**What to produce**. Your task is to copy every line below that contains the word "Şahin".
···
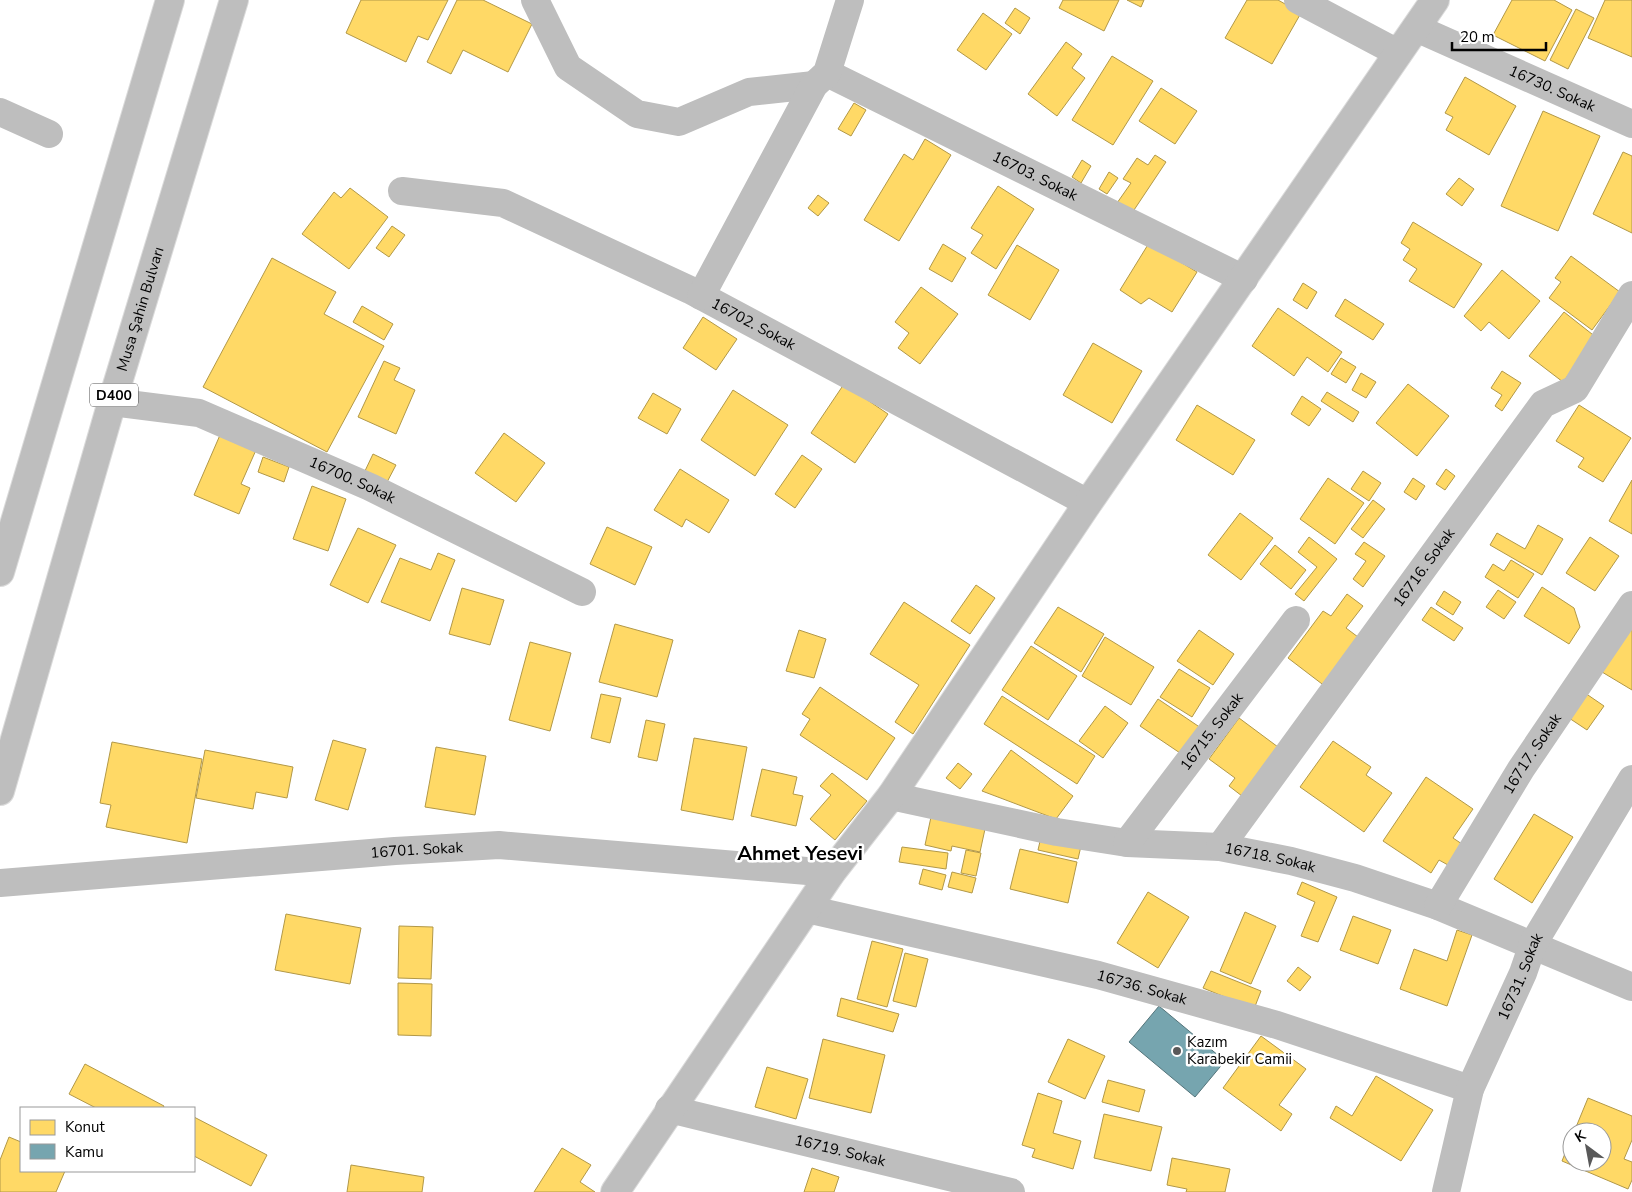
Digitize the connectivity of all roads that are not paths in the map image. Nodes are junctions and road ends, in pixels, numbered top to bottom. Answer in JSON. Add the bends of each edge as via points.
{"nodes":[{"id":1,"x":170,"y":0,"type":"edge"},
{"id":2,"x":234,"y":0,"type":"edge"},
{"id":3,"x":536,"y":0,"type":"edge"},
{"id":4,"x":850,"y":0,"type":"edge"},
{"id":5,"x":1298,"y":0,"type":"edge"},
{"id":6,"x":1435,"y":0,"type":"edge"},
{"id":7,"x":1416,"y":28,"type":"junction"},
{"id":8,"x":1398,"y":53,"type":"junction"},
{"id":9,"x":820,"y":79,"type":"junction"},
{"id":10,"x":0,"y":112,"type":"edge"},
{"id":11,"x":1632,"y":124,"type":"edge"},
{"id":12,"x":49,"y":134,"type":"dead end"},
{"id":13,"x":402,"y":191,"type":"dead end"},
{"id":14,"x":1244,"y":279,"type":"junction"},
{"id":15,"x":1632,"y":295,"type":"edge"},
{"id":16,"x":701,"y":296,"type":"junction"},
{"id":17,"x":112,"y":402,"type":"junction"},
{"id":18,"x":1088,"y":502,"type":"junction"},
{"id":19,"x":0,"y":572,"type":"edge"},
{"id":20,"x":582,"y":592,"type":"dead end"},
{"id":21,"x":1632,"y":605,"type":"edge"},
{"id":22,"x":1296,"y":620,"type":"dead end"},
{"id":23,"x":1632,"y":779,"type":"edge"},
{"id":24,"x":0,"y":792,"type":"edge"},
{"id":25,"x":891,"y":796,"type":"junction"},
{"id":26,"x":1127,"y":843,"type":"junction"},
{"id":27,"x":1220,"y":847,"type":"junction"},
{"id":28,"x":832,"y":873,"type":"junction"},
{"id":29,"x":0,"y":883,"type":"edge"},
{"id":30,"x":1438,"y":906,"type":"junction"},
{"id":31,"x":807,"y":909,"type":"junction"},
{"id":32,"x":1533,"y":944,"type":"junction"},
{"id":33,"x":1632,"y":987,"type":"edge"},
{"id":34,"x":1470,"y":1089,"type":"junction"},
{"id":35,"x":669,"y":1109,"type":"junction"},
{"id":36,"x":615,"y":1192,"type":"edge"},
{"id":37,"x":1011,"y":1192,"type":"edge"},
{"id":38,"x":1446,"y":1192,"type":"edge"}],
"edges":[{"from":1,"to":19,"type":"main road"},
{"from":2,"to":17,"type":"main road","name":"Musa Şahin Bulvarı","number":"D400"},
{"from":3,"to":9,"type":"main road","via":[[568,68],[637,114],[679,122],[749,92]]},
{"from":4,"to":9,"type":"main road"},
{"from":5,"to":8,"type":"main road"},
{"from":6,"to":7,"type":"main road"},
{"from":7,"to":8,"type":"main road"},
{"from":7,"to":11,"type":"main road","name":"16730. Sokak"},
{"from":8,"to":14,"type":"main road"},
{"from":9,"to":14,"type":"main road","name":"16703. Sokak"},
{"from":9,"to":16,"type":"main road"},
{"from":10,"to":12,"type":"main road"},
{"from":13,"to":16,"type":"main road","name":"16702. Sokak","via":[[503,203]]},
{"from":14,"to":18,"type":"main road"},
{"from":15,"to":27,"type":"main road","name":"16716. Sokak","via":[[1575,389],[1543,404]]},
{"from":16,"to":18,"type":"main road","name":"16702. Sokak"},
{"from":17,"to":20,"type":"main road","name":"16700. Sokak","via":[[199,413],[370,487]]},
{"from":17,"to":24,"type":"main road","name":"Musa Şahin Bulvarı","number":"D400"},
{"from":18,"to":25,"type":"main road"},
{"from":21,"to":30,"type":"main road","name":"16717. Sokak","via":[[1521,769]]},
{"from":22,"to":26,"type":"main road","name":"16715. Sokak"},
{"from":23,"to":32,"type":"main road","name":"16731. Sokak"},
{"from":25,"to":26,"type":"main road","name":"16718. Sokak","via":[[1057,832]]},
{"from":25,"to":28,"type":"main road"},
{"from":26,"to":27,"type":"main road","name":"16718. Sokak"},
{"from":27,"to":30,"type":"main road","name":"16718. Sokak","via":[[1355,878]]},
{"from":28,"to":29,"type":"main road","name":"16701. Sokak","via":[[499,845],[395,850]]},
{"from":28,"to":31,"type":"main road"},
{"from":30,"to":32,"type":"main road","name":"16718. Sokak"},
{"from":31,"to":34,"type":"main road","name":"16736. Sokak","via":[[1098,975],[1277,1025]]},
{"from":31,"to":35,"type":"main road"},
{"from":32,"to":33,"type":"main road","name":"16718. Sokak"},
{"from":32,"to":34,"type":"main road","name":"16731. Sokak"},
{"from":34,"to":38,"type":"main road","name":"16731. Sokak"},
{"from":35,"to":36,"type":"main road"},
{"from":35,"to":37,"type":"main road","name":"16719. Sokak"}]}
···
**Exercise response**.
{"from":2,"to":17,"type":"main road","name":"Musa Şahin Bulvarı","number":"D400"},
{"from":17,"to":24,"type":"main road","name":"Musa Şahin Bulvarı","number":"D400"},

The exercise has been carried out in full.